**What to produce:** Where the word "roads" appears in a line below, copy the whole line.
Top of Provided data
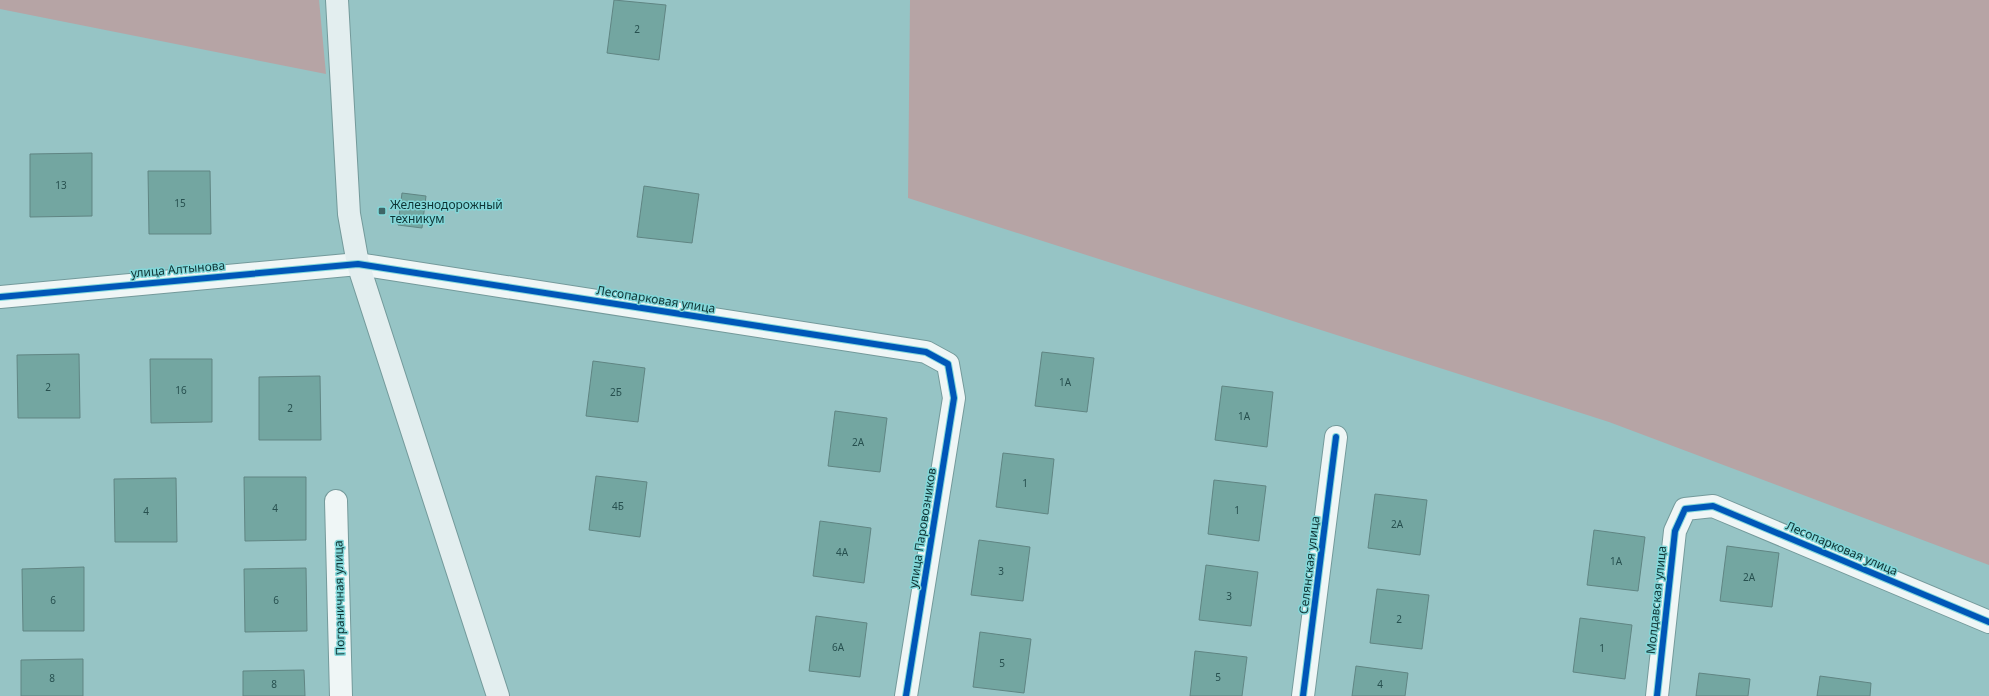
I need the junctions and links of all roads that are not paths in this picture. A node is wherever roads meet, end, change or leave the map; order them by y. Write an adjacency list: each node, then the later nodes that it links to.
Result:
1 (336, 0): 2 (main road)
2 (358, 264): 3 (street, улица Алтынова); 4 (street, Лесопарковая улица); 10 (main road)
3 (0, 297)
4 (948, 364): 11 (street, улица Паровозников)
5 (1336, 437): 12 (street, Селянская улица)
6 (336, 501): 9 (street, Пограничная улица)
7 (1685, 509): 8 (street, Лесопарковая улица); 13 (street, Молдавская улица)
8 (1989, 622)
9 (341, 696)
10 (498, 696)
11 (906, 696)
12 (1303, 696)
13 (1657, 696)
Bottom of Provided data
Top of Provided data
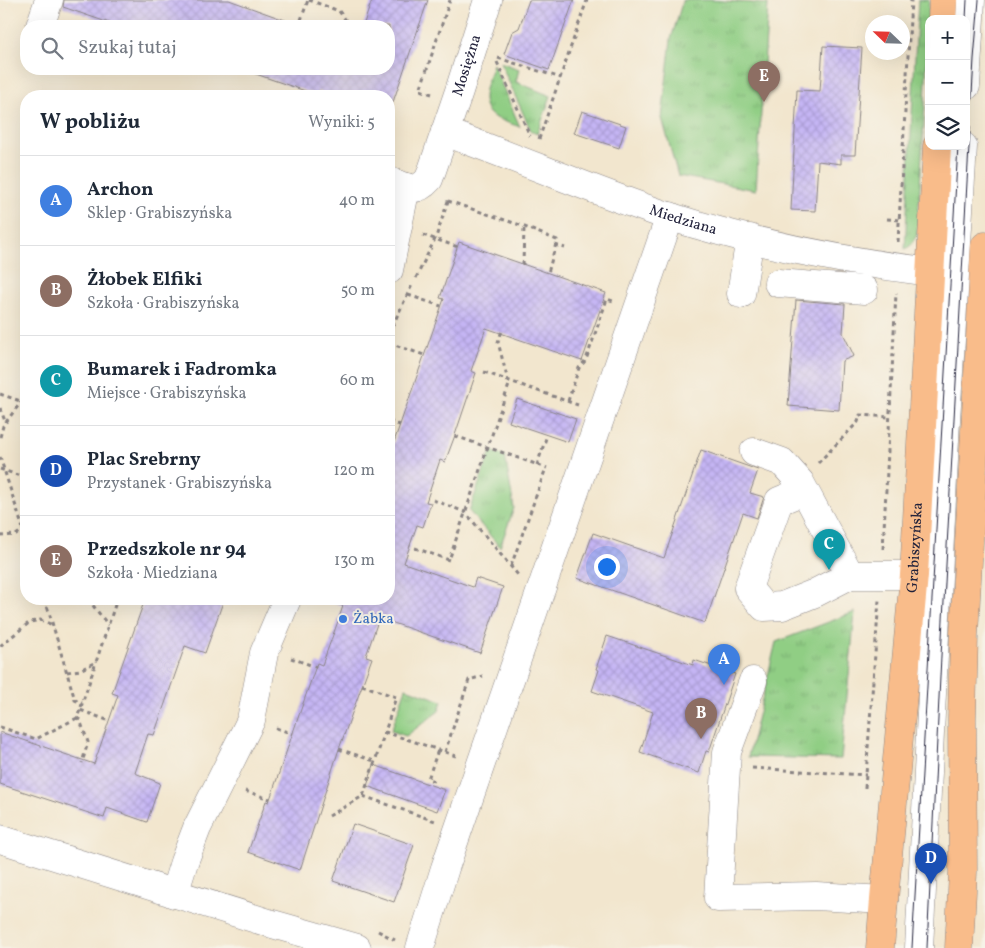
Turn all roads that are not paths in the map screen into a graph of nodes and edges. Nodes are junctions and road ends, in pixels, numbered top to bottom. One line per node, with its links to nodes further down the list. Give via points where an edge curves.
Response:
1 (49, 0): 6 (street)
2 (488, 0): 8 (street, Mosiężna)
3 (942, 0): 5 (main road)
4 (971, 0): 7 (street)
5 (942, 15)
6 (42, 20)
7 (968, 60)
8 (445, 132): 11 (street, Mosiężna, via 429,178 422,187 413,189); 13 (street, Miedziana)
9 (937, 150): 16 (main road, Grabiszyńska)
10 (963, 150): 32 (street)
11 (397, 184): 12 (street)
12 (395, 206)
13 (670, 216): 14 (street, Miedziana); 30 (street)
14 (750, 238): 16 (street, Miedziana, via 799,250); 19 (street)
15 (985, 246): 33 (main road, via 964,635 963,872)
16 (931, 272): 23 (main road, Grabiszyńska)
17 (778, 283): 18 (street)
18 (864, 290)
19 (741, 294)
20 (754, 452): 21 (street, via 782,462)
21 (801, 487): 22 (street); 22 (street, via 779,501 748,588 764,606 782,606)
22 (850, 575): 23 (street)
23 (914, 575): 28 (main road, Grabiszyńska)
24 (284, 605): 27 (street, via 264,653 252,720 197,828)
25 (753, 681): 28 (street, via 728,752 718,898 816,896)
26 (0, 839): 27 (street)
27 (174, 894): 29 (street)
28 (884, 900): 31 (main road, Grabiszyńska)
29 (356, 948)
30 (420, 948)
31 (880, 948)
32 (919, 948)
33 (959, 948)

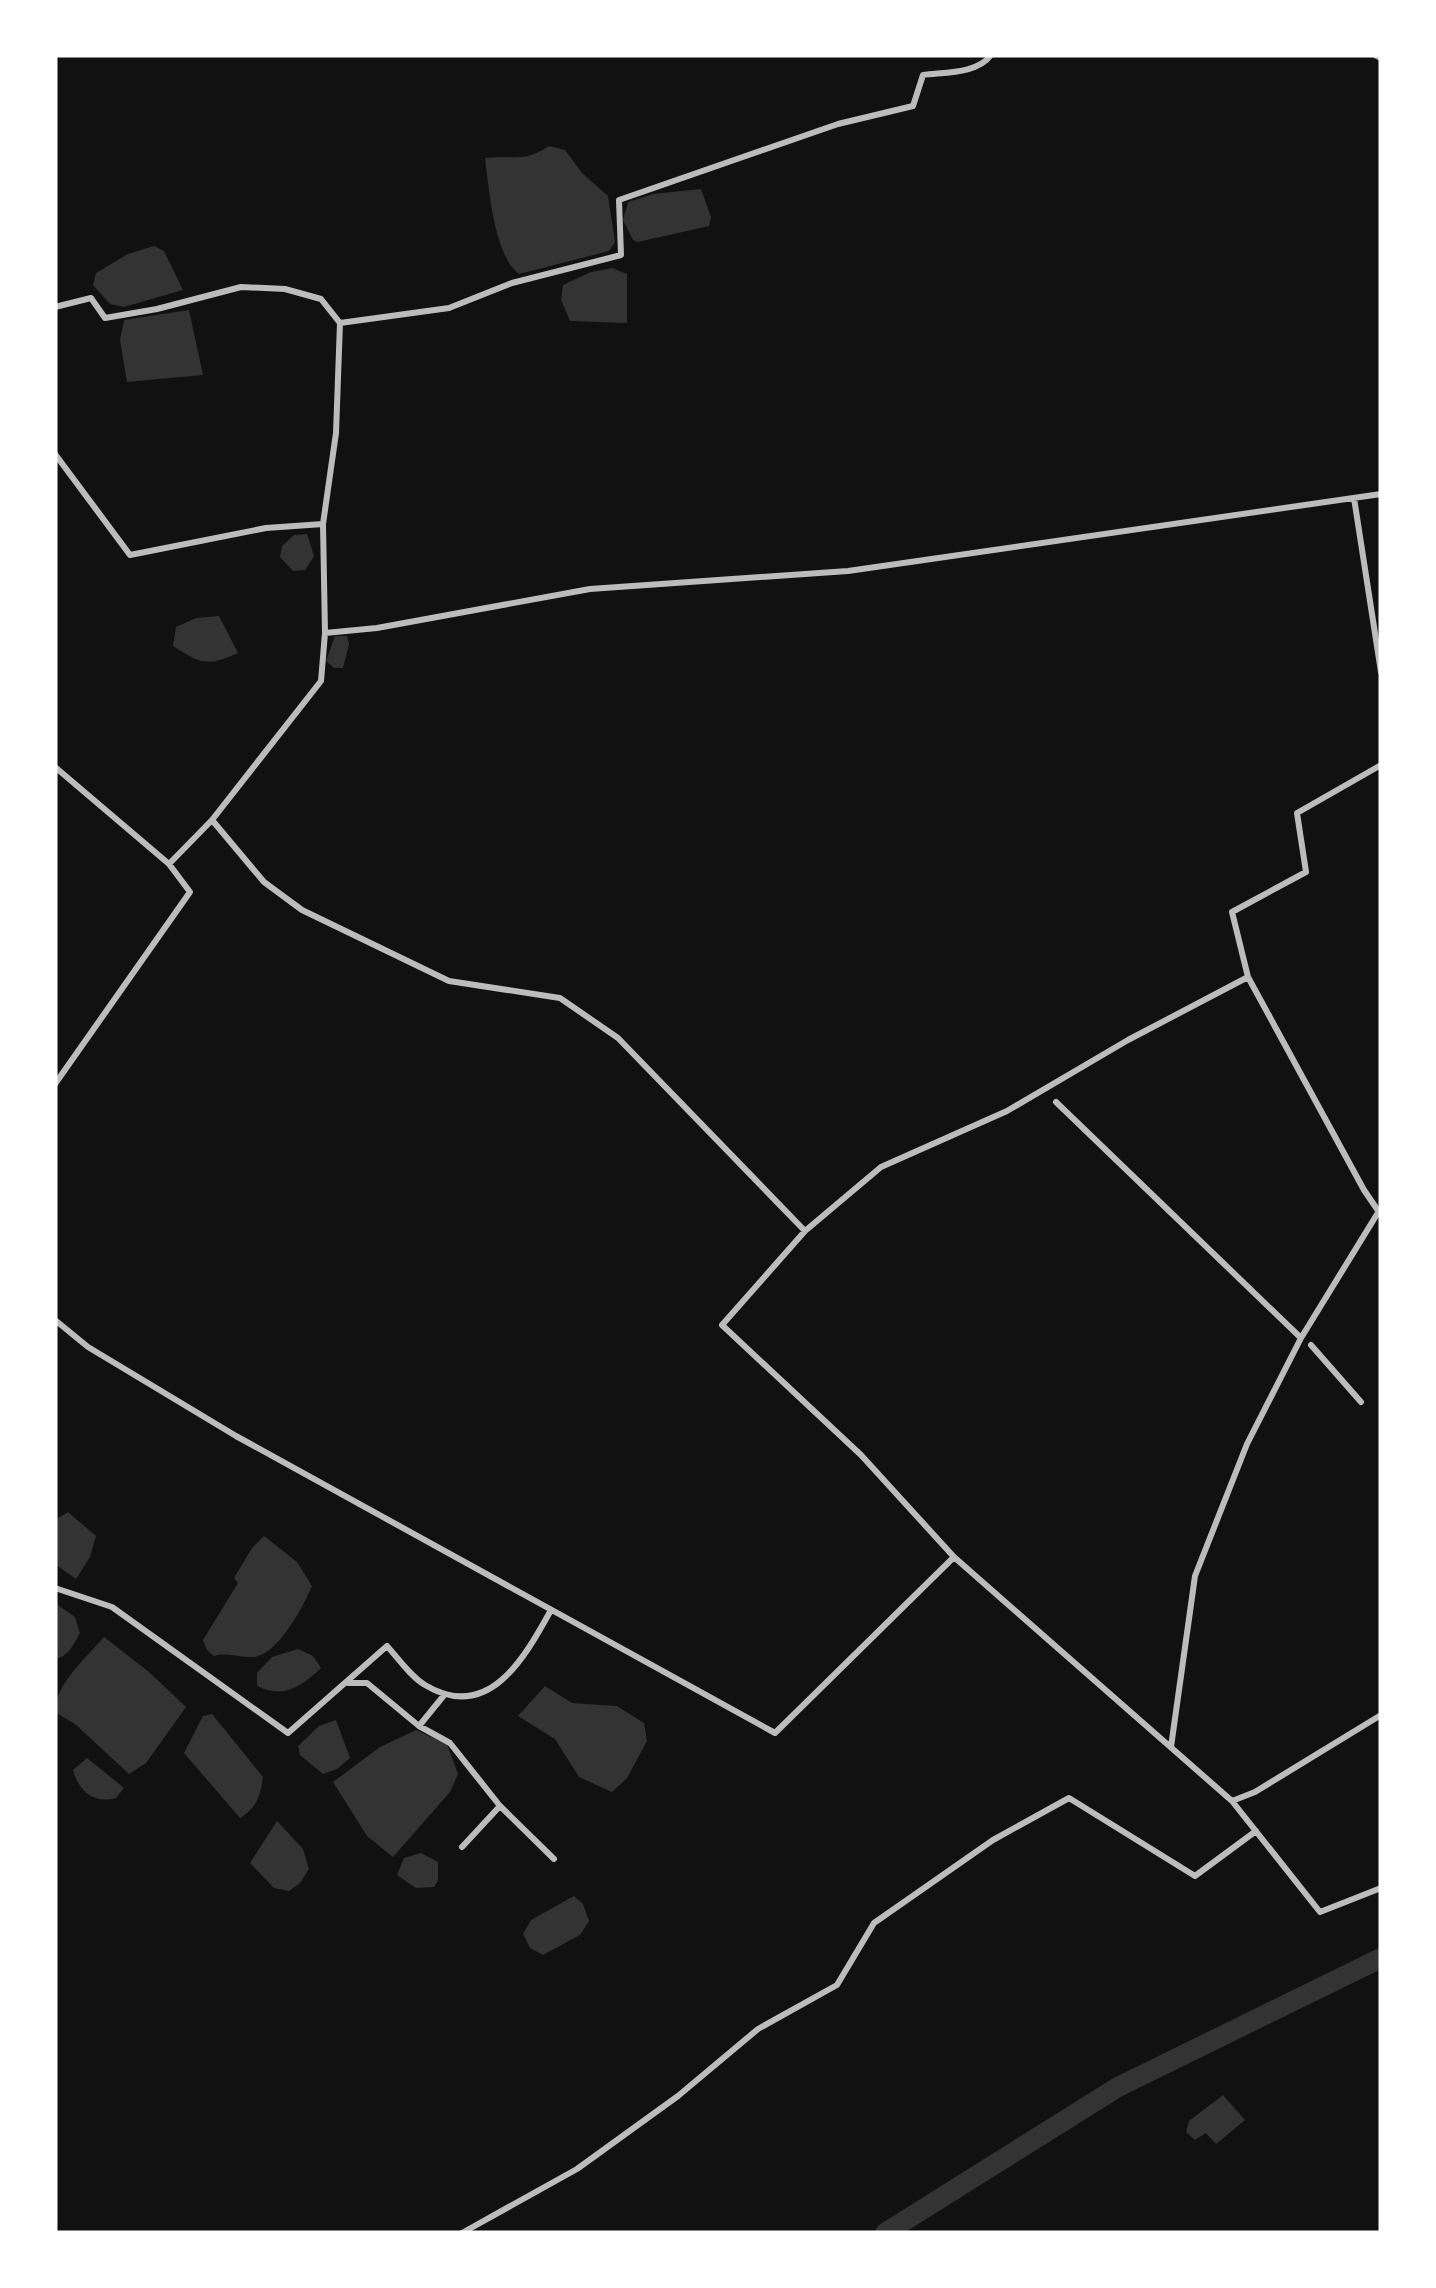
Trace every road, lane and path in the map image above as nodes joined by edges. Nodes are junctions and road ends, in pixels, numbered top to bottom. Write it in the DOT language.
Bottom of Provided data
**Response area:**
I need the junctions and links of all roads that are not paths in this picture. A node is wherever roads meet, end, change or leave the map; order them by y. Write an adjacency list: each node, then the later nodes that it links to.
Turn all roads that are not paths in the map screen into a graph of nodes and edges. Nodes are junctions and road ends, in pixels, numbered top to bottom. One line per node, with its links to nodes further down the list. Give via points where an edge curves.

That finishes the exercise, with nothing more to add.